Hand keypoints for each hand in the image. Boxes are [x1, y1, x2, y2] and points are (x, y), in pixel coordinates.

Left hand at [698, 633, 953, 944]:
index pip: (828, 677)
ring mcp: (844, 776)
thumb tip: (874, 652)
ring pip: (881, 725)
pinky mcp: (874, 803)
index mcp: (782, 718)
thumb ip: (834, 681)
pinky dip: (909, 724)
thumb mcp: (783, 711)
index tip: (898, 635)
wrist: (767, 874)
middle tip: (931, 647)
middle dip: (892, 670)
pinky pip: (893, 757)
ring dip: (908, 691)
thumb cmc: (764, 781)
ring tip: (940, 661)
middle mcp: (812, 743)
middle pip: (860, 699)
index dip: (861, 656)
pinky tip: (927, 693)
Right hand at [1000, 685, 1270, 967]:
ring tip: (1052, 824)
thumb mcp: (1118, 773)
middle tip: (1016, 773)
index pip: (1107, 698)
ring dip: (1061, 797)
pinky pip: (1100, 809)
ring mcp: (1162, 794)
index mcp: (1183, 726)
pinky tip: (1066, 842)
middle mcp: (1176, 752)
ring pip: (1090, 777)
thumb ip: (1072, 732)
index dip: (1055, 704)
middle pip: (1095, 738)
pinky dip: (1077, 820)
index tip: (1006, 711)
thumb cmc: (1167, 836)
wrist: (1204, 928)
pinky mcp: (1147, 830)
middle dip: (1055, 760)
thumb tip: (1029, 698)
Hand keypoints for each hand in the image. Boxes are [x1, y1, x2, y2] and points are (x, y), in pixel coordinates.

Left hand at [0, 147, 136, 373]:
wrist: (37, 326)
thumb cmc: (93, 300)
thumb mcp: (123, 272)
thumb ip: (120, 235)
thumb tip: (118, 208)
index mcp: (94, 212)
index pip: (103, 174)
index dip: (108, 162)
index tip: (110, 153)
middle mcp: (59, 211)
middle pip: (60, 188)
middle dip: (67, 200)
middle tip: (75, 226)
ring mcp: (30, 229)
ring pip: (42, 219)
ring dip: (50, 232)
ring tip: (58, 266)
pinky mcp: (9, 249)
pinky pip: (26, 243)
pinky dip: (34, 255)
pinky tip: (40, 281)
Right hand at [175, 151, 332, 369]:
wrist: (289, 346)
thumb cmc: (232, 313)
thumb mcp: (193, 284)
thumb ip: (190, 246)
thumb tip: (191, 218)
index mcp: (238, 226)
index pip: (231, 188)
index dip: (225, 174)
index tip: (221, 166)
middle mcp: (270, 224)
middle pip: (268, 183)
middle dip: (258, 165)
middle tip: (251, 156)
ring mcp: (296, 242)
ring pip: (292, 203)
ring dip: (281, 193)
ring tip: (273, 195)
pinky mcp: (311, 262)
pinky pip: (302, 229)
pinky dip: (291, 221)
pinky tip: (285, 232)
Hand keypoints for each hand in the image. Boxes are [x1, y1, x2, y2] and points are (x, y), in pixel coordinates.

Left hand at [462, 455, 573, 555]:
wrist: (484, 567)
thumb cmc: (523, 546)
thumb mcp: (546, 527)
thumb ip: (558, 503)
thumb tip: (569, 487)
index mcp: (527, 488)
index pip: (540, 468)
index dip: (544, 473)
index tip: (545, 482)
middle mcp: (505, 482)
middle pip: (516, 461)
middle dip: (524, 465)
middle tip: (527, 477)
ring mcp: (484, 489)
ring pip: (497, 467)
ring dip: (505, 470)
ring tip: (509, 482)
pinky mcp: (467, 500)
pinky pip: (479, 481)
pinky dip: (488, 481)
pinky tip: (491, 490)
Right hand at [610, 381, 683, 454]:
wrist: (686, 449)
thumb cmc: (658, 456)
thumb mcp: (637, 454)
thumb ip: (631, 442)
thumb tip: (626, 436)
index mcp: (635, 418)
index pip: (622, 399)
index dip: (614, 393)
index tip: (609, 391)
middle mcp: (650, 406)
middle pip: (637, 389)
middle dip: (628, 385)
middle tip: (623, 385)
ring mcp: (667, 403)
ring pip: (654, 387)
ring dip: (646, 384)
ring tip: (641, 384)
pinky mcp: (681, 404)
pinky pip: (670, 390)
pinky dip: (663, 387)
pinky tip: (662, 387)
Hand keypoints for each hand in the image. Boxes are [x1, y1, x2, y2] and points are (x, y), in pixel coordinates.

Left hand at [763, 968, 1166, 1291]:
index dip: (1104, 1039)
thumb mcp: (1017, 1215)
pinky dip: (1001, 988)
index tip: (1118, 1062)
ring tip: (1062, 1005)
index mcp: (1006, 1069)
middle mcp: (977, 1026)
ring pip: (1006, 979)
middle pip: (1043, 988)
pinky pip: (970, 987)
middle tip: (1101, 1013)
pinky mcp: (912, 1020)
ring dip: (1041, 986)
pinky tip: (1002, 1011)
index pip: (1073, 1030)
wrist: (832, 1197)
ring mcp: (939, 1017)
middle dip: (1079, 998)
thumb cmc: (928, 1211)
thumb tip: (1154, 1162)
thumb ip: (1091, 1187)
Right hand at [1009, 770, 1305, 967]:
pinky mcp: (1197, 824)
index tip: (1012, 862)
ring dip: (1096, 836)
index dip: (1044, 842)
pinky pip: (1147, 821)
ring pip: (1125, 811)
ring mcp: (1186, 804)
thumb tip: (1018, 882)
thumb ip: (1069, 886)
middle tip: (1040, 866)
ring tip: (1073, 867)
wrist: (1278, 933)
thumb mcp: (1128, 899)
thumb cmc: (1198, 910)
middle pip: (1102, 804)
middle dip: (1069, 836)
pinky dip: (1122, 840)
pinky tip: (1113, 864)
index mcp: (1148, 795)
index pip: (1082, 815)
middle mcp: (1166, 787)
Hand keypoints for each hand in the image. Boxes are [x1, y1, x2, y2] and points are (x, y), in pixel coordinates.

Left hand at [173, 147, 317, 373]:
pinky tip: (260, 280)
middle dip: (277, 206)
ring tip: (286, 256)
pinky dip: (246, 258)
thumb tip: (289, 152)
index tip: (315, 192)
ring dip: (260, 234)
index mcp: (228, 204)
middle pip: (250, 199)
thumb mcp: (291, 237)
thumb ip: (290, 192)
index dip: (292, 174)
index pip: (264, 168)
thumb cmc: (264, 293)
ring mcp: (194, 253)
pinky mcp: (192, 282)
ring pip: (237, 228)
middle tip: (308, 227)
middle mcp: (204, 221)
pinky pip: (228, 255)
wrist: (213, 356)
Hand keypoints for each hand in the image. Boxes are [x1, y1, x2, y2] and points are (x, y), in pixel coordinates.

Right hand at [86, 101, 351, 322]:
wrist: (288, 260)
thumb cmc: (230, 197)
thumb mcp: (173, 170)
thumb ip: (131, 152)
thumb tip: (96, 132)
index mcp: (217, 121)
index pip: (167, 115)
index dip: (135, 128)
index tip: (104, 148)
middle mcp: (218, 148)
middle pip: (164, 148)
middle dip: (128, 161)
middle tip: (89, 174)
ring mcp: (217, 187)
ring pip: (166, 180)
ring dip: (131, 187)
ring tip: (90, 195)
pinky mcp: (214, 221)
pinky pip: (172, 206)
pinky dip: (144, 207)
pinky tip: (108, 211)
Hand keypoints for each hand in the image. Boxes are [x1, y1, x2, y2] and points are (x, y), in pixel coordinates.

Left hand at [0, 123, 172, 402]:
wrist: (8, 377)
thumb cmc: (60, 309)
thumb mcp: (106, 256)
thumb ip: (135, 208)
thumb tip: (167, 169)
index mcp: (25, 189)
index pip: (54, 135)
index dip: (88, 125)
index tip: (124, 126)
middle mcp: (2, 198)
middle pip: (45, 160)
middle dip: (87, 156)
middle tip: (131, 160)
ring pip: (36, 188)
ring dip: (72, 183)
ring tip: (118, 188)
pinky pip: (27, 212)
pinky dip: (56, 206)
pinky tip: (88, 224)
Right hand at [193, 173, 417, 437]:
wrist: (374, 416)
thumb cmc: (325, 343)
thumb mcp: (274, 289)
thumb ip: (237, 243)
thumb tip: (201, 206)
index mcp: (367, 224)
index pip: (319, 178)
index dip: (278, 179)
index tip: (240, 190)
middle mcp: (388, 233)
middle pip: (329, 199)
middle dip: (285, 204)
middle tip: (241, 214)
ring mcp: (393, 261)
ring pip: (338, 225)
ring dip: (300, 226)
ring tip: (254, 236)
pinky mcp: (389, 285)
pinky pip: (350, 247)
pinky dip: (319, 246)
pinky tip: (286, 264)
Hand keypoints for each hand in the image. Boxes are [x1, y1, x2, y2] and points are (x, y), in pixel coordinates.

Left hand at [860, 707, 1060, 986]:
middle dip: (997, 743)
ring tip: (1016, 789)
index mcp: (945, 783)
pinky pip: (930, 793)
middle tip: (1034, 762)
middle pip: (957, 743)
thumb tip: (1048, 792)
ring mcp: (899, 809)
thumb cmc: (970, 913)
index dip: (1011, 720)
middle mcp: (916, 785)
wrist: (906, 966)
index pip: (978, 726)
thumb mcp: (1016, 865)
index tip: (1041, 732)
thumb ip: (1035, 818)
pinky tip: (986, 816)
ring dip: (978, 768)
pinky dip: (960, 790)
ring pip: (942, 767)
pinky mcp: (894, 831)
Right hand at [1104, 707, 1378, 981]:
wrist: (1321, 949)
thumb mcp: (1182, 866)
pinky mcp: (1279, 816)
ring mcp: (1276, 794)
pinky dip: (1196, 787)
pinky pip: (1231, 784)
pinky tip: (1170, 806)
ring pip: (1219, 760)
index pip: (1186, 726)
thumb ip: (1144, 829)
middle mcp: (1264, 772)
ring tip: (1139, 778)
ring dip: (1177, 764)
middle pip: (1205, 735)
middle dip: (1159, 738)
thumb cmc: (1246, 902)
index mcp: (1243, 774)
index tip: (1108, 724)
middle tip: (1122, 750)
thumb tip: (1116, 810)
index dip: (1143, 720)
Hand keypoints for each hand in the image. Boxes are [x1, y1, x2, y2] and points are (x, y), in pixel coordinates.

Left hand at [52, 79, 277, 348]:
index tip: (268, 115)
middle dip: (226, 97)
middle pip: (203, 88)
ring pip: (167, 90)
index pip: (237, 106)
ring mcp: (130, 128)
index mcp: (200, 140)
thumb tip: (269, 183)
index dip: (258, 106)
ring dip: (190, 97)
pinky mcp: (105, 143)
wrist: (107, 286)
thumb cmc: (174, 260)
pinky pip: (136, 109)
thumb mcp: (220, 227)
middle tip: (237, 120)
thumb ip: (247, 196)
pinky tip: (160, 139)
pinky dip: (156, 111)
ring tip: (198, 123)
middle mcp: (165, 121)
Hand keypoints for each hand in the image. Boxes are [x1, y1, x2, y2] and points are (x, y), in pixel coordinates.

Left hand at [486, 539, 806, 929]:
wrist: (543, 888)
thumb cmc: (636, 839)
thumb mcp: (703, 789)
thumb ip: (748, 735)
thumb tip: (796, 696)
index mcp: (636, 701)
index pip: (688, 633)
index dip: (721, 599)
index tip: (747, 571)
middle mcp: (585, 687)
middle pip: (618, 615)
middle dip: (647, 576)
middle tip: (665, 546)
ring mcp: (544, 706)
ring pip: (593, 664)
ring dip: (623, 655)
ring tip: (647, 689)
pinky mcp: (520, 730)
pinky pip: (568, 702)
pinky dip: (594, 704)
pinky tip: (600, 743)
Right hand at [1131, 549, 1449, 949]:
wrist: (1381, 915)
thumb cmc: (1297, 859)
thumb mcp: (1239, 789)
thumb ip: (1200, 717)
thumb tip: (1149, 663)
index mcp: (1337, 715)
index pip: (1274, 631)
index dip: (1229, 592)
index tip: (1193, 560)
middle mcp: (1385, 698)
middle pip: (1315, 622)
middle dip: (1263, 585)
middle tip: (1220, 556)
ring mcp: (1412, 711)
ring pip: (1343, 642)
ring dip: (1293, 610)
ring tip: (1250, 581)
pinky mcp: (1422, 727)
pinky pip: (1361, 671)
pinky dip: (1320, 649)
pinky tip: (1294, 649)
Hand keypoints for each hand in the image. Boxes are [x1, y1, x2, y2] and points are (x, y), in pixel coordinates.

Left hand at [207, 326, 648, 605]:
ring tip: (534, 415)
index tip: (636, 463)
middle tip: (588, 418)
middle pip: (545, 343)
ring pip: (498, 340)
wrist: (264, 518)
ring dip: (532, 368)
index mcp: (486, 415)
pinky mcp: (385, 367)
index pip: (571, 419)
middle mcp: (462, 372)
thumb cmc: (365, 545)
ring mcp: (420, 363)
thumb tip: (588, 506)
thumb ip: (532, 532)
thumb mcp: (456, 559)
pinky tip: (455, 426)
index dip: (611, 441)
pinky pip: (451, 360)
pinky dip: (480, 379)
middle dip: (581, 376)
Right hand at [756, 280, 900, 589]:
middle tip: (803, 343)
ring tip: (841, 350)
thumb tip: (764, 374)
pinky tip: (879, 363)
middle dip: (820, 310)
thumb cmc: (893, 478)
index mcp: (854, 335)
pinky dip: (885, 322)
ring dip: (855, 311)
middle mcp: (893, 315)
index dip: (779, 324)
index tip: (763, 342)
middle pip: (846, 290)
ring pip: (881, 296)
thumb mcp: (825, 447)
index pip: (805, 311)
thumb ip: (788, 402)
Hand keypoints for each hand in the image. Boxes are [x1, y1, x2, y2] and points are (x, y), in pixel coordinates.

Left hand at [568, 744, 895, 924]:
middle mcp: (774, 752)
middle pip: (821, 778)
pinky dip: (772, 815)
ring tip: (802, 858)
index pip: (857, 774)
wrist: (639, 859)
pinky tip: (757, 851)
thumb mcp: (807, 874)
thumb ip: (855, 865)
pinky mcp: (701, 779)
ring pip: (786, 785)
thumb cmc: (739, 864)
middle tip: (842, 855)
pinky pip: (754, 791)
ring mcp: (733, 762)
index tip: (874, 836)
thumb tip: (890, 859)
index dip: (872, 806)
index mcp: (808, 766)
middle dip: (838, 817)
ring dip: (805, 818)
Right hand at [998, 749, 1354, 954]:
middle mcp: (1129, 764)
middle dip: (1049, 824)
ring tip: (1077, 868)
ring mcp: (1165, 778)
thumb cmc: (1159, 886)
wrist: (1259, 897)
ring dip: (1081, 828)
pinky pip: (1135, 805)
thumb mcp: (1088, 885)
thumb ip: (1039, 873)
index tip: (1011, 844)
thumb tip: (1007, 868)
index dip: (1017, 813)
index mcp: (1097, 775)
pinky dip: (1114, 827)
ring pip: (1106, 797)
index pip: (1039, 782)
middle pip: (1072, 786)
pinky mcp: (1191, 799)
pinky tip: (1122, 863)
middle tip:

• • • •

Problem >> Out of the entries above, write out only the lines between the line holding "middle pip: (860, 699)" and the line holding "thumb tip: (118, 208)", inclusive, each exactly as given.

Answer section >>
middle pip: (860, 699)
index dip: (861, 656)
pinky tip: (927, 693)
Right hand at [1000, 685, 1270, 967]:
ring tip: (1052, 824)
thumb mcp: (1118, 773)
middle tip: (1016, 773)
index pip: (1107, 698)
ring dip: (1061, 797)
pinky pip: (1100, 809)
ring mcp: (1162, 794)
index mcp: (1183, 726)
pinky tip: (1066, 842)
middle mcp: (1176, 752)
ring pip: (1090, 777)
thumb ip: (1072, 732)
index dip: (1055, 704)
middle pip: (1095, 738)
pinky dip: (1077, 820)
index tip: (1006, 711)
thumb cmc: (1167, 836)
wrist: (1204, 928)
pinky mcp: (1147, 830)
middle dip: (1055, 760)
thumb tip: (1029, 698)
Hand keypoints for each hand in the image. Boxes are [x1, y1, x2, y2] and points are (x, y), in pixel coordinates.

Left hand at [0, 147, 136, 373]:
wrist: (37, 326)
thumb cmc: (93, 300)
thumb mcp: (123, 272)
thumb ip: (120, 235)
thumb tip: (118, 208)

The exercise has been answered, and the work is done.